Previously, time-limited monopolies were granted to innovators on an ad hoc basis. The Venetian statute codified the process, making such monopolies available to any inventor, not just the well connected.
Patents Ad Absurdum
Prior to World War II, the scientific community largely eschewed drug patents:5
[M]ost pharmacists and physicians participating in the discovery and study of therapeutic agents have opposed their patenting if not their commercialization. Historians of medicine have accordingly recalled the stands taken by the British Medical Research Council, the American Pharmacological Association, the American Medical Association, or the French Académie de Médecine against patents and more generally against intimate collaborations between medical researchers and the drug industry on the grounds that such connections would result in conflict of interests, threaten the open circulation of knowledge, and hinder public access to therapies essential to life.
Moral opposition to drug patents waned after World War II, largely due to a drug you may have heard of: penicillin. While Alexander Fleming discovered penicillin in 1928, it was Howard Florey, PhD, who discovered in 1940 how to manufacture enough penicillin to test in humans. Dr. Florey, working with Andrew J. Moyer, PhD, an American scientist in the U.S. Department of Agriculture’s North Region Research Laboratories at Peoria, Ill., developed a method to produce penicillin in even larger quantities.6
Dr. Florey refused to patent the process, believing it would be immoral to keep this information away from those who might benefit. The American scientist, Dr.
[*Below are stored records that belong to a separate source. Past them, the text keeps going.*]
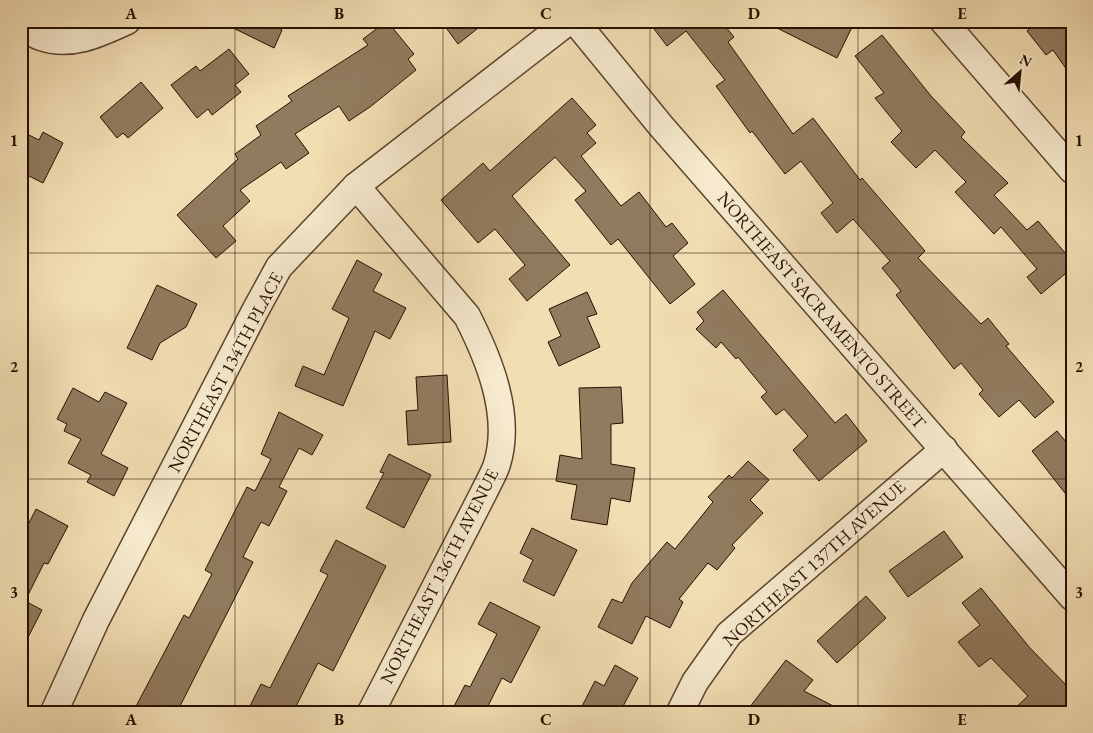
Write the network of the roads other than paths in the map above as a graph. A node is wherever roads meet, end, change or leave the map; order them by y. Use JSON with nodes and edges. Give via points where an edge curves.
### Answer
{"nodes":[{"id":1,"x":128,"y":21,"type":"edge"},
{"id":2,"x":569,"y":21,"type":"edge"},
{"id":3,"x":575,"y":21,"type":"edge"},
{"id":4,"x":943,"y":21,"type":"edge"},
{"id":5,"x":21,"y":25,"type":"edge"},
{"id":6,"x":1072,"y":170,"type":"edge"},
{"id":7,"x":356,"y":186,"type":"junction"},
{"id":8,"x":944,"y":449,"type":"junction"},
{"id":9,"x":1072,"y":597,"type":"edge"},
{"id":10,"x":54,"y":712,"type":"edge"},
{"id":11,"x":371,"y":712,"type":"edge"},
{"id":12,"x":680,"y":712,"type":"edge"}],
"edges":[{"from":1,"to":5,"type":"street","via":[[92,37],[61,42],[41,37]]},
{"from":2,"to":7,"type":"street","name":"NORTHEAST 134TH PLACE"},
{"from":3,"to":8,"type":"street","name":"NORTHEAST SACRAMENTO STREET","via":[[661,126]]},
{"from":4,"to":6,"type":"street"},
{"from":7,"to":10,"type":"street","name":"NORTHEAST 134TH PLACE","via":[[303,240],[274,276],[96,620]]},
{"from":7,"to":11,"type":"street","name":"NORTHEAST 136TH AVENUE","via":[[467,316],[492,374],[501,434],[497,464],[484,492]]},
{"from":8,"to":9,"type":"street","name":"NORTHEAST SACRAMENTO STREET"},
{"from":8,"to":12,"type":"street","name":"NORTHEAST 137TH AVENUE","via":[[729,634],[700,675]]}]}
Moyer, had no such compunction and was awarded a patent in 1948 that listed him as the sole inventor of the process.7
In the U.S., both patent law and U.S. Food & Drug Administration (FDA) law govern the exclusivity rights for new pharmaceutical products. Even without a patent, the FDA will grant a five-year exclusivity period for a new chemical entity (NCE) used in a drug. During these five years, no other company can submit an Abbreviated New Drug Application (ANDA) to the FDA for a drug product containing the NCE. In practice, this five-year period often becomes a six- or seven-year period of exclusivity because it often takes the FDA two or more years to review and approve an ANDA once filed.8 For biologics, seven years of exclusivity is automatically granted. Additional time is also routinely granted for pediatric and orphan drugs.
One year after a generic drug enters the market, on average, the price of the drug drops by more than 60%. The manipulative use of patents contributes substantially to total healthcare costs.